:: TASK OBJECTIVE ::
Write out each record below exactly, without pictures.

(Saved data entries)
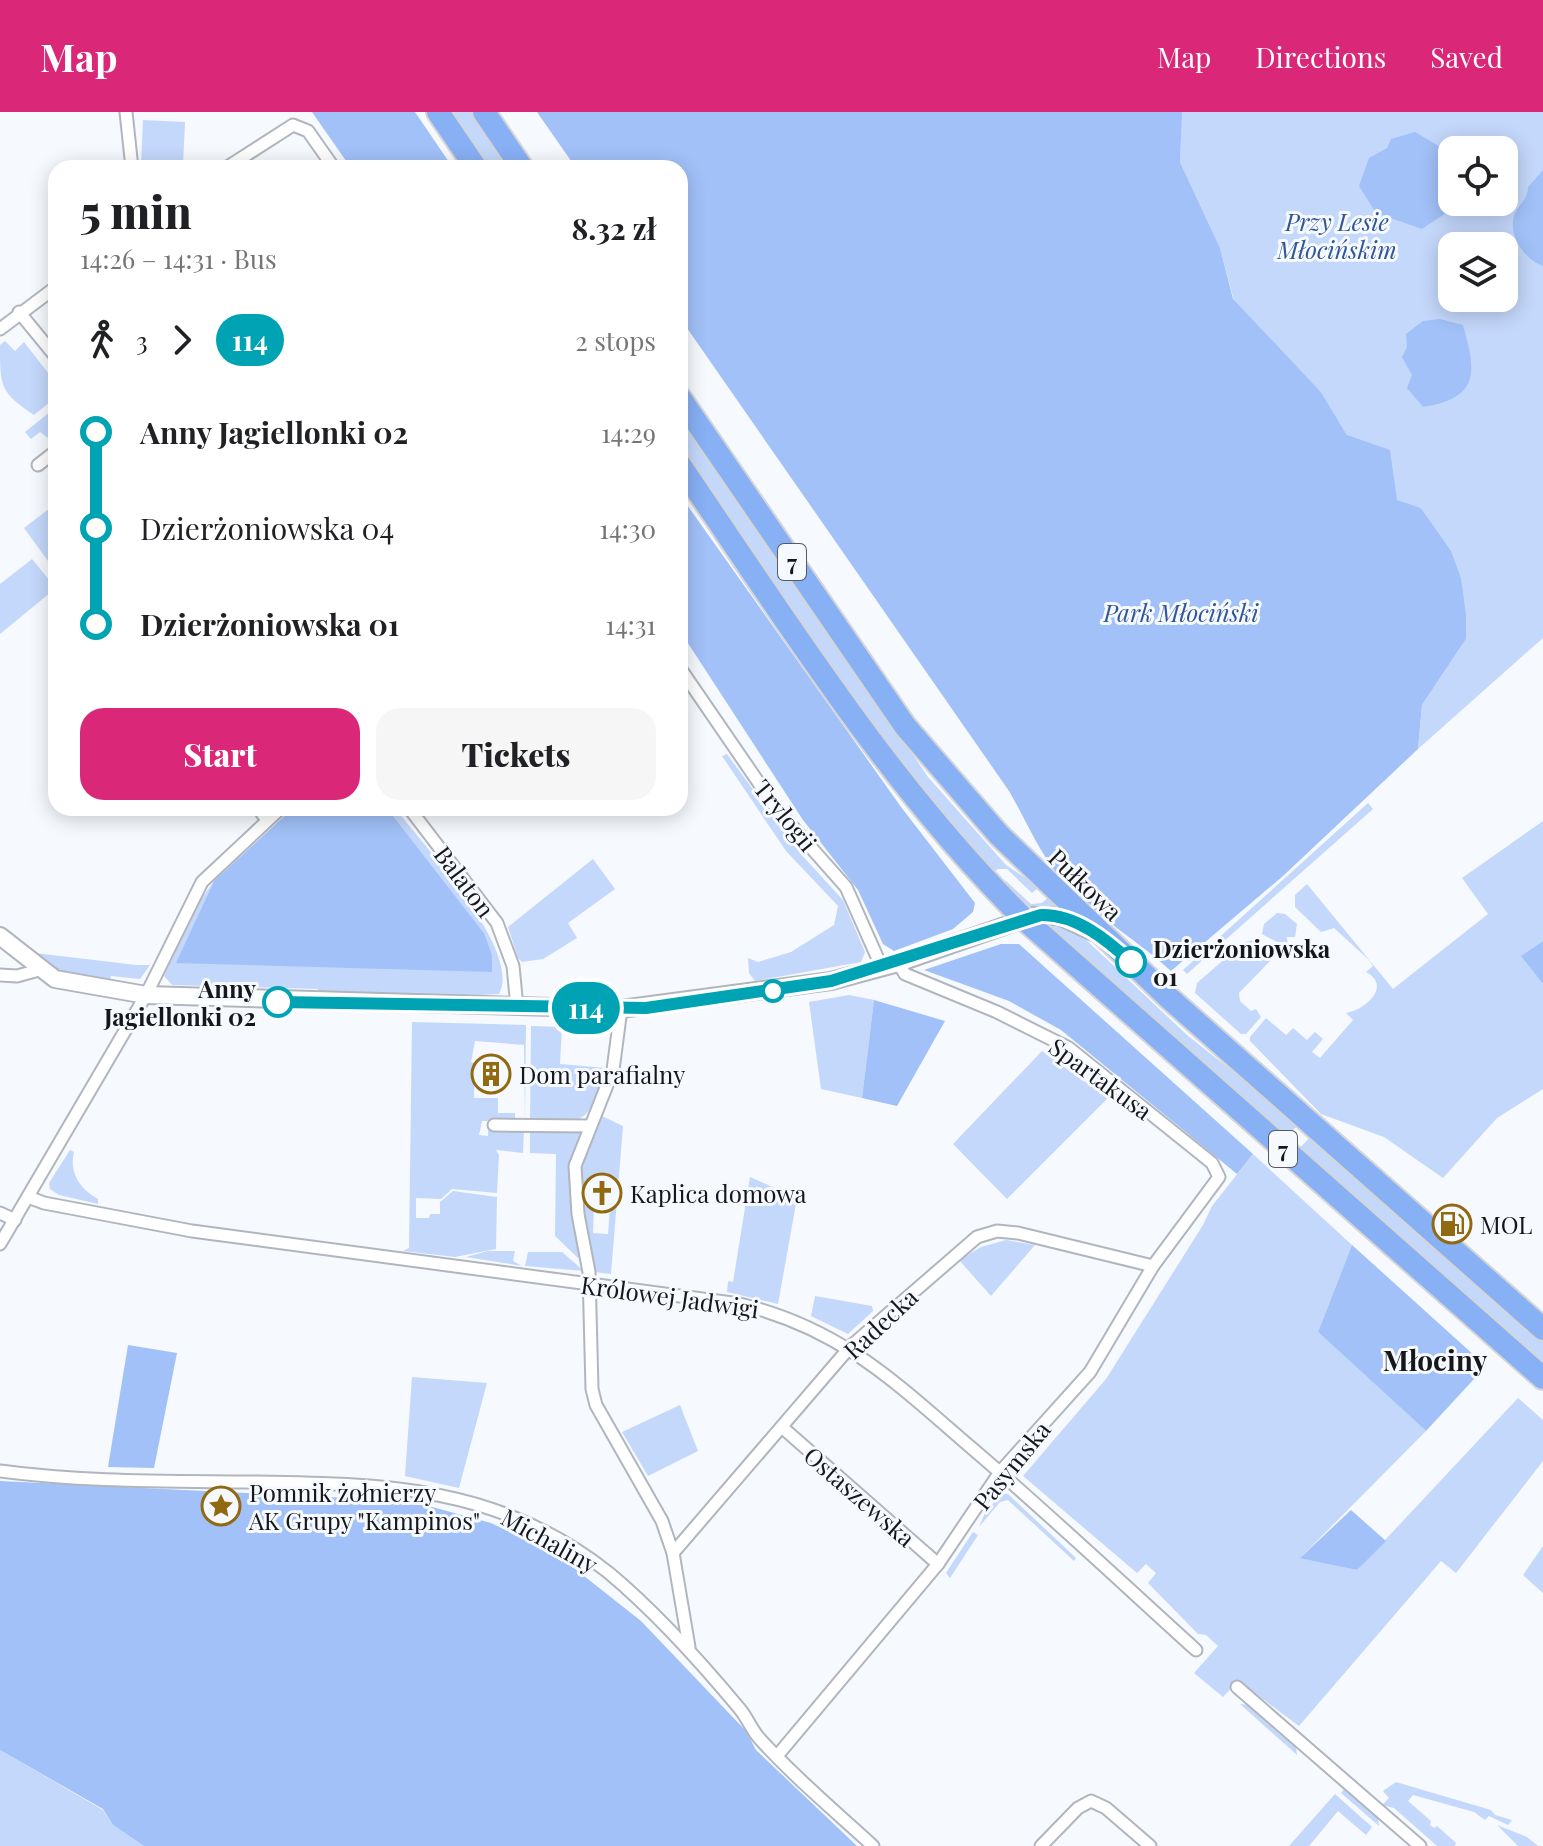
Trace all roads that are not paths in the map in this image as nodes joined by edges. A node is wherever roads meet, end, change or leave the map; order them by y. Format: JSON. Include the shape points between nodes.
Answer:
{"nodes":[{"id":1,"x":126,"y":112,"type":"edge"},
{"id":2,"x":438,"y":112,"type":"edge"},
{"id":3,"x":484,"y":112,"type":"edge"},
{"id":4,"x":131,"y":160,"type":"edge"},
{"id":5,"x":238,"y":160,"type":"edge"},
{"id":6,"x":328,"y":160,"type":"edge"},
{"id":7,"x":471,"y":160,"type":"edge"},
{"id":8,"x":517,"y":160,"type":"edge"},
{"id":9,"x":48,"y":292,"type":"edge"},
{"id":10,"x":19,"y":312,"type":"junction"},
{"id":11,"x":0,"y":329,"type":"edge"},
{"id":12,"x":48,"y":347,"type":"edge"},
{"id":13,"x":688,"y":410,"type":"edge"},
{"id":14,"x":48,"y":457,"type":"edge"},
{"id":15,"x":38,"y":465,"type":"dead end"},
{"id":16,"x":688,"y":477,"type":"edge"},
{"id":17,"x":688,"y":680,"type":"edge"},
{"id":18,"x":264,"y":816,"type":"edge"},
{"id":19,"x":272,"y":816,"type":"edge"},
{"id":20,"x":415,"y":816,"type":"edge"},
{"id":21,"x":267,"y":820,"type":"junction"},
{"id":22,"x":1024,"y":919,"type":"junction"},
{"id":23,"x":0,"y":936,"type":"edge"},
{"id":24,"x":1108,"y":941,"type":"junction"},
{"id":25,"x":898,"y":963,"type":"junction"},
{"id":26,"x":882,"y":968,"type":"junction"},
{"id":27,"x":39,"y":970,"type":"junction"},
{"id":28,"x":0,"y":975,"type":"edge"},
{"id":29,"x":146,"y":995,"type":"junction"},
{"id":30,"x":517,"y":1007,"type":"junction"},
{"id":31,"x":621,"y":1009,"type":"junction"},
{"id":32,"x":494,"y":1125,"type":"dead end"},
{"id":33,"x":590,"y":1126,"type":"junction"},
{"id":34,"x":1212,"y":1163,"type":"joint"},
{"id":35,"x":28,"y":1197,"type":"junction"},
{"id":36,"x":0,"y":1213,"type":"edge"},
{"id":37,"x":15,"y":1220,"type":"junction"},
{"id":38,"x":0,"y":1244,"type":"edge"},
{"id":39,"x":1153,"y":1266,"type":"junction"},
{"id":40,"x":589,"y":1278,"type":"junction"},
{"id":41,"x":1543,"y":1329,"type":"edge"},
{"id":42,"x":850,"y":1347,"type":"junction"},
{"id":43,"x":1543,"y":1378,"type":"edge"},
{"id":44,"x":783,"y":1428,"type":"junction"},
{"id":45,"x":0,"y":1471,"type":"edge"},
{"id":46,"x":1000,"y":1472,"type":"junction"},
{"id":47,"x":673,"y":1553,"type":"junction"},
{"id":48,"x":938,"y":1564,"type":"junction"},
{"id":49,"x":689,"y":1648,"type":"junction"},
{"id":50,"x":1196,"y":1650,"type":"dead end"},
{"id":51,"x":1237,"y":1687,"type":"dead end"},
{"id":52,"x":777,"y":1756,"type":"junction"},
{"id":53,"x":873,"y":1846,"type":"edge"},
{"id":54,"x":1041,"y":1846,"type":"edge"},
{"id":55,"x":1150,"y":1846,"type":"edge"},
{"id":56,"x":1420,"y":1846,"type":"edge"}],
"edges":[{"from":1,"to":4,"type":"street"},
{"from":2,"to":7,"type":"highway"},
{"from":3,"to":8,"type":"highway"},
{"from":5,"to":6,"type":"street","via":[[287,127],[299,125]]},
{"from":9,"to":10,"type":"street"},
{"from":10,"to":11,"type":"street"},
{"from":10,"to":12,"type":"street"},
{"from":13,"to":24,"type":"highway","name":"Pułkowa","number":"7","via":[[928,755],[999,835]]},
{"from":14,"to":15,"type":"street"},
{"from":16,"to":22,"type":"highway","number":"7","via":[[883,759],[952,845]]},
{"from":17,"to":26,"type":"street","name":"Trylogii","via":[[776,808],[846,887]]},
{"from":18,"to":21,"type":"street"},
{"from":19,"to":21,"type":"street"},
{"from":20,"to":30,"type":"street","name":"Balaton","via":[[497,923],[513,966]]},
{"from":21,"to":29,"type":"street","via":[[202,882]]},
{"from":22,"to":24,"type":"street","via":[[1059,916]]},
{"from":22,"to":25,"type":"street"},
{"from":22,"to":43,"type":"highway","number":"7"},
{"from":23,"to":27,"type":"street"},
{"from":24,"to":41,"type":"highway","name":"Pułkowa","number":"7"},
{"from":25,"to":26,"type":"street"},
{"from":25,"to":34,"type":"street","name":"Spartakusa","via":[[905,974],[1069,1048]]},
{"from":26,"to":31,"type":"street","via":[[772,991]]},
{"from":27,"to":28,"type":"street"},
{"from":27,"to":29,"type":"street","via":[[55,979]]},
{"from":29,"to":30,"type":"street"},
{"from":29,"to":35,"type":"street"},
{"from":30,"to":31,"type":"street"},
{"from":31,"to":33,"type":"street","via":[[613,1070]]},
{"from":32,"to":33,"type":"street"},
{"from":33,"to":40,"type":"street","via":[[575,1173]]},
{"from":34,"to":39,"type":"street","name":"Pasymska","via":[[1219,1173],[1216,1184]]},
{"from":35,"to":37,"type":"street"},
{"from":35,"to":40,"type":"street","name":"Królowej Jadwigi","via":[[192,1231]]},
{"from":36,"to":37,"type":"street"},
{"from":37,"to":38,"type":"street"},
{"from":39,"to":42,"type":"street","name":"Radecka","via":[[1018,1233],[985,1234]]},
{"from":39,"to":46,"type":"street","name":"Pasymska","via":[[1090,1372]]},
{"from":40,"to":42,"type":"street","name":"Królowej Jadwigi","via":[[740,1304],[803,1323]]},
{"from":40,"to":47,"type":"street","via":[[596,1405],[647,1491]]},
{"from":42,"to":44,"type":"street","name":"Radecka"},
{"from":42,"to":46,"type":"street","name":"Królowej Jadwigi"},
{"from":44,"to":47,"type":"street","name":"Radecka"},
{"from":44,"to":48,"type":"street","name":"Ostaszewska"},
{"from":45,"to":49,"type":"street","name":"Michaliny","via":[[355,1483],[457,1498],[488,1506],[564,1543],[609,1574]]},
{"from":46,"to":48,"type":"street","name":"Pasymska"},
{"from":46,"to":50,"type":"street","name":"Królowej Jadwigi"},
{"from":47,"to":49,"type":"street"},
{"from":48,"to":52,"type":"street","name":"Pasymska"},
{"from":49,"to":52,"type":"street","name":"Michaliny"},
{"from":51,"to":56,"type":"street"},
{"from":52,"to":53,"type":"street","name":"Michaliny"},
{"from":54,"to":55,"type":"street","via":[[1079,1807],[1093,1801]]}]}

:: SOLUTION FOR THIS TASK ::
Trace all roads that are not paths in the map in this image as nodes joined by edges. A node is wherever roads meet, end, change or leave the map; order them by y. Format: JSON. Include the shape points between nodes.
Answer:
{"nodes":[{"id":1,"x":126,"y":112,"type":"edge"},
{"id":2,"x":438,"y":112,"type":"edge"},
{"id":3,"x":484,"y":112,"type":"edge"},
{"id":4,"x":131,"y":160,"type":"edge"},
{"id":5,"x":238,"y":160,"type":"edge"},
{"id":6,"x":328,"y":160,"type":"edge"},
{"id":7,"x":471,"y":160,"type":"edge"},
{"id":8,"x":517,"y":160,"type":"edge"},
{"id":9,"x":48,"y":292,"type":"edge"},
{"id":10,"x":19,"y":312,"type":"junction"},
{"id":11,"x":0,"y":329,"type":"edge"},
{"id":12,"x":48,"y":347,"type":"edge"},
{"id":13,"x":688,"y":410,"type":"edge"},
{"id":14,"x":48,"y":457,"type":"edge"},
{"id":15,"x":38,"y":465,"type":"dead end"},
{"id":16,"x":688,"y":477,"type":"edge"},
{"id":17,"x":688,"y":680,"type":"edge"},
{"id":18,"x":264,"y":816,"type":"edge"},
{"id":19,"x":272,"y":816,"type":"edge"},
{"id":20,"x":415,"y":816,"type":"edge"},
{"id":21,"x":267,"y":820,"type":"junction"},
{"id":22,"x":1024,"y":919,"type":"junction"},
{"id":23,"x":0,"y":936,"type":"edge"},
{"id":24,"x":1108,"y":941,"type":"junction"},
{"id":25,"x":898,"y":963,"type":"junction"},
{"id":26,"x":882,"y":968,"type":"junction"},
{"id":27,"x":39,"y":970,"type":"junction"},
{"id":28,"x":0,"y":975,"type":"edge"},
{"id":29,"x":146,"y":995,"type":"junction"},
{"id":30,"x":517,"y":1007,"type":"junction"},
{"id":31,"x":621,"y":1009,"type":"junction"},
{"id":32,"x":494,"y":1125,"type":"dead end"},
{"id":33,"x":590,"y":1126,"type":"junction"},
{"id":34,"x":1212,"y":1163,"type":"joint"},
{"id":35,"x":28,"y":1197,"type":"junction"},
{"id":36,"x":0,"y":1213,"type":"edge"},
{"id":37,"x":15,"y":1220,"type":"junction"},
{"id":38,"x":0,"y":1244,"type":"edge"},
{"id":39,"x":1153,"y":1266,"type":"junction"},
{"id":40,"x":589,"y":1278,"type":"junction"},
{"id":41,"x":1543,"y":1329,"type":"edge"},
{"id":42,"x":850,"y":1347,"type":"junction"},
{"id":43,"x":1543,"y":1378,"type":"edge"},
{"id":44,"x":783,"y":1428,"type":"junction"},
{"id":45,"x":0,"y":1471,"type":"edge"},
{"id":46,"x":1000,"y":1472,"type":"junction"},
{"id":47,"x":673,"y":1553,"type":"junction"},
{"id":48,"x":938,"y":1564,"type":"junction"},
{"id":49,"x":689,"y":1648,"type":"junction"},
{"id":50,"x":1196,"y":1650,"type":"dead end"},
{"id":51,"x":1237,"y":1687,"type":"dead end"},
{"id":52,"x":777,"y":1756,"type":"junction"},
{"id":53,"x":873,"y":1846,"type":"edge"},
{"id":54,"x":1041,"y":1846,"type":"edge"},
{"id":55,"x":1150,"y":1846,"type":"edge"},
{"id":56,"x":1420,"y":1846,"type":"edge"}],
"edges":[{"from":1,"to":4,"type":"street"},
{"from":2,"to":7,"type":"highway"},
{"from":3,"to":8,"type":"highway"},
{"from":5,"to":6,"type":"street","via":[[287,127],[299,125]]},
{"from":9,"to":10,"type":"street"},
{"from":10,"to":11,"type":"street"},
{"from":10,"to":12,"type":"street"},
{"from":13,"to":24,"type":"highway","name":"Pułkowa","number":"7","via":[[928,755],[999,835]]},
{"from":14,"to":15,"type":"street"},
{"from":16,"to":22,"type":"highway","number":"7","via":[[883,759],[952,845]]},
{"from":17,"to":26,"type":"street","name":"Trylogii","via":[[776,808],[846,887]]},
{"from":18,"to":21,"type":"street"},
{"from":19,"to":21,"type":"street"},
{"from":20,"to":30,"type":"street","name":"Balaton","via":[[497,923],[513,966]]},
{"from":21,"to":29,"type":"street","via":[[202,882]]},
{"from":22,"to":24,"type":"street","via":[[1059,916]]},
{"from":22,"to":25,"type":"street"},
{"from":22,"to":43,"type":"highway","number":"7"},
{"from":23,"to":27,"type":"street"},
{"from":24,"to":41,"type":"highway","name":"Pułkowa","number":"7"},
{"from":25,"to":26,"type":"street"},
{"from":25,"to":34,"type":"street","name":"Spartakusa","via":[[905,974],[1069,1048]]},
{"from":26,"to":31,"type":"street","via":[[772,991]]},
{"from":27,"to":28,"type":"street"},
{"from":27,"to":29,"type":"street","via":[[55,979]]},
{"from":29,"to":30,"type":"street"},
{"from":29,"to":35,"type":"street"},
{"from":30,"to":31,"type":"street"},
{"from":31,"to":33,"type":"street","via":[[613,1070]]},
{"from":32,"to":33,"type":"street"},
{"from":33,"to":40,"type":"street","via":[[575,1173]]},
{"from":34,"to":39,"type":"street","name":"Pasymska","via":[[1219,1173],[1216,1184]]},
{"from":35,"to":37,"type":"street"},
{"from":35,"to":40,"type":"street","name":"Królowej Jadwigi","via":[[192,1231]]},
{"from":36,"to":37,"type":"street"},
{"from":37,"to":38,"type":"street"},
{"from":39,"to":42,"type":"street","name":"Radecka","via":[[1018,1233],[985,1234]]},
{"from":39,"to":46,"type":"street","name":"Pasymska","via":[[1090,1372]]},
{"from":40,"to":42,"type":"street","name":"Królowej Jadwigi","via":[[740,1304],[803,1323]]},
{"from":40,"to":47,"type":"street","via":[[596,1405],[647,1491]]},
{"from":42,"to":44,"type":"street","name":"Radecka"},
{"from":42,"to":46,"type":"street","name":"Królowej Jadwigi"},
{"from":44,"to":47,"type":"street","name":"Radecka"},
{"from":44,"to":48,"type":"street","name":"Ostaszewska"},
{"from":45,"to":49,"type":"street","name":"Michaliny","via":[[355,1483],[457,1498],[488,1506],[564,1543],[609,1574]]},
{"from":46,"to":48,"type":"street","name":"Pasymska"},
{"from":46,"to":50,"type":"street","name":"Królowej Jadwigi"},
{"from":47,"to":49,"type":"street"},
{"from":48,"to":52,"type":"street","name":"Pasymska"},
{"from":49,"to":52,"type":"street","name":"Michaliny"},
{"from":51,"to":56,"type":"street"},
{"from":52,"to":53,"type":"street","name":"Michaliny"},
{"from":54,"to":55,"type":"street","via":[[1079,1807],[1093,1801]]}]}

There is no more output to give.